Early molecular changes associated with streptozotocin-induced diabetic bladder hypertrophy in the rat.
Academic Article
Overview
abstract
We describe early alterations in rat bladder gene expression which may relate to the development of diabetic bladder dysfunction in a streptozotocin model of inducible diabetes. Utilizing cDNA probes, the gene products sulfated glycoprotein-2 (SGP-2), transforming growth factor-beta (TGF-beta), beta-actin (beta-actin), N-ras and beta nerve growth factor (beta-NGF), were quantitated in bladders of male Sprague-Dawley rats at 1, 2, 4 and 6 weeks after induction of diabetes with streptozotocin (STZ). beta-actin and SGP-2 expression were transiently increased at 1 and 4 weeks after induction, respectively. TGF-beta was not altered over the period of the study. N-ras was reduced at all times compared with control rat bladders. Transcripts encoding beta-NGF were dramatically increased in STZ-treated rats at 4 weeks.
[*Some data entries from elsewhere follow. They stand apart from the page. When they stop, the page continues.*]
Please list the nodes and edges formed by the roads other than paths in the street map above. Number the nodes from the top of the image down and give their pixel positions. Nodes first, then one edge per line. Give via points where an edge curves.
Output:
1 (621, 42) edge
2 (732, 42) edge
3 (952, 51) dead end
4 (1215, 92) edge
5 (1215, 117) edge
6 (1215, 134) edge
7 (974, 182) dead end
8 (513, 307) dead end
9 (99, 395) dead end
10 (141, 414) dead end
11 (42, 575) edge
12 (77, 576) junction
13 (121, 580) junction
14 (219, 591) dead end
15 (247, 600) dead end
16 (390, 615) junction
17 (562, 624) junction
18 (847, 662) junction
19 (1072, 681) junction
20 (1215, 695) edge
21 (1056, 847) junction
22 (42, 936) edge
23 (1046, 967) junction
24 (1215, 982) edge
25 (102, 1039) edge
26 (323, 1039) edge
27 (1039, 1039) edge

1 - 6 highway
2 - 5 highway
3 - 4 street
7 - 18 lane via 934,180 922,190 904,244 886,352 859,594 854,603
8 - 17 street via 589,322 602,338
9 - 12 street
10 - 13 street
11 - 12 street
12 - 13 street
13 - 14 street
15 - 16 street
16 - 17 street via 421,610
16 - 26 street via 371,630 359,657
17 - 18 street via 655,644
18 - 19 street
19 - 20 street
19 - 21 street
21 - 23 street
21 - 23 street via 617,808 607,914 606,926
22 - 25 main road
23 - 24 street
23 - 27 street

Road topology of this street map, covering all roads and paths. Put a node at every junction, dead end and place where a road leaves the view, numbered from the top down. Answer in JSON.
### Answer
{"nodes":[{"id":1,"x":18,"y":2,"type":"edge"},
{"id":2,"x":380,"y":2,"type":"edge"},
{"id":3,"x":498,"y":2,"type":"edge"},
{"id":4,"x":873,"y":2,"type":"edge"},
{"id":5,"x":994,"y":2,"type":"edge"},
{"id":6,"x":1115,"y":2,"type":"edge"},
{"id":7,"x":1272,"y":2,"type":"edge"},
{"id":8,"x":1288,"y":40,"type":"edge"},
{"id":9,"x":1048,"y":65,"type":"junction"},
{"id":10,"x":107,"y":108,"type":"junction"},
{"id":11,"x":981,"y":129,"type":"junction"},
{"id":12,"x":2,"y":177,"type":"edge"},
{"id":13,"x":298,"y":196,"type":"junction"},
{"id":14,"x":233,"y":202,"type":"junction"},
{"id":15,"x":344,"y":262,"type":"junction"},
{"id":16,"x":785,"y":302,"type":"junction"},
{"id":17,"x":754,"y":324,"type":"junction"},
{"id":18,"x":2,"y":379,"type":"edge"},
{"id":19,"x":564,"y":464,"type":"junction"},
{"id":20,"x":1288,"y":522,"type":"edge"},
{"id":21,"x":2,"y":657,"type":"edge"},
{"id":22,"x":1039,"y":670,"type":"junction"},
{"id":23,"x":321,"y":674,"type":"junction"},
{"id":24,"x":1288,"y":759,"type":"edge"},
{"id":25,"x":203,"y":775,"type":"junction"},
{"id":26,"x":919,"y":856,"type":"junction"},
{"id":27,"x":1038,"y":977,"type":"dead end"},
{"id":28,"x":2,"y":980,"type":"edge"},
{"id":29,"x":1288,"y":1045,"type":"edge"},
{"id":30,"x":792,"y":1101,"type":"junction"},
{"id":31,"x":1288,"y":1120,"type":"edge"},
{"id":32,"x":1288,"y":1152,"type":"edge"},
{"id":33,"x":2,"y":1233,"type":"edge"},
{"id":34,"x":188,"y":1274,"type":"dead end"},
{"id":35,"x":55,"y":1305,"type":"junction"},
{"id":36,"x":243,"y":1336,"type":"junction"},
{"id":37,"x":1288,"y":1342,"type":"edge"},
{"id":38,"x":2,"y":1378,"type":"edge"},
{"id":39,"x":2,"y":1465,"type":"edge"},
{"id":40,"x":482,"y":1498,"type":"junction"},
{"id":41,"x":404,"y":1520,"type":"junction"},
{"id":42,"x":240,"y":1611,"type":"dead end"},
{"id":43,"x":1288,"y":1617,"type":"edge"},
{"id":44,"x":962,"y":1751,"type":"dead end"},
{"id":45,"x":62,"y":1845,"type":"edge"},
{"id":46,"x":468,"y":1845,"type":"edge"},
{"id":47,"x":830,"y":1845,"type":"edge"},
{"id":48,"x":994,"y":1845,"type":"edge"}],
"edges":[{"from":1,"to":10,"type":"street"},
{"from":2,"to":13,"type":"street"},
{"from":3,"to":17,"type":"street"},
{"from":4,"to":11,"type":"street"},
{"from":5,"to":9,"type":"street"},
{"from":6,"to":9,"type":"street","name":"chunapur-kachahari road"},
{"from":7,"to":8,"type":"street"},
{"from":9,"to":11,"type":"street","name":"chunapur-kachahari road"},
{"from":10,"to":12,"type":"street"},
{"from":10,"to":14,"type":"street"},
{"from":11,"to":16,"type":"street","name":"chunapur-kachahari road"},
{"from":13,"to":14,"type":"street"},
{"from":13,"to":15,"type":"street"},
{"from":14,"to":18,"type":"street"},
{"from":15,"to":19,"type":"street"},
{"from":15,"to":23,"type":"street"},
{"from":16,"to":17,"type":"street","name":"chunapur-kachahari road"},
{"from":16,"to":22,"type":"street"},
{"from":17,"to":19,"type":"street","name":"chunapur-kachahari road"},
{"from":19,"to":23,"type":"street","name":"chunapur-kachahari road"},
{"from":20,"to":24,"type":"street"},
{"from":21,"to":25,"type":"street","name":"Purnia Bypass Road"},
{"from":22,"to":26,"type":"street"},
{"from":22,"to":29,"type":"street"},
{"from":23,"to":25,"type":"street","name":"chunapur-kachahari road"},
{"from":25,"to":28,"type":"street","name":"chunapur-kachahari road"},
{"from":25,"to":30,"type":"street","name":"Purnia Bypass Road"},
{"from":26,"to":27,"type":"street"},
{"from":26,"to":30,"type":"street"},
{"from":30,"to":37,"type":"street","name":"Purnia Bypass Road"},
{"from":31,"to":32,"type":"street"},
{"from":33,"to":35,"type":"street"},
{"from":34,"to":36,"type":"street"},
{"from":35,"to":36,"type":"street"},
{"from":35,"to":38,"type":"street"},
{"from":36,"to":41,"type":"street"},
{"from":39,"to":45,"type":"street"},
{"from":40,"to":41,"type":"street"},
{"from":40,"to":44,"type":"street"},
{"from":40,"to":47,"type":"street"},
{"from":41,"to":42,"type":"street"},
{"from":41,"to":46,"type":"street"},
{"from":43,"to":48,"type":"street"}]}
None of these changes were seen in diuresis control group fed 5% sucrose. Our results suggest that during the early stages of diabetes, cellular hypertrophy, growth and remodeling are occurring concomitantly with cellular injury and programmed cell death. Furthermore, the transient increase in expression of beta-NGF mRNA may represent a compensatory response to the diabetic condition in an attempt to attract further innervation and revascularization.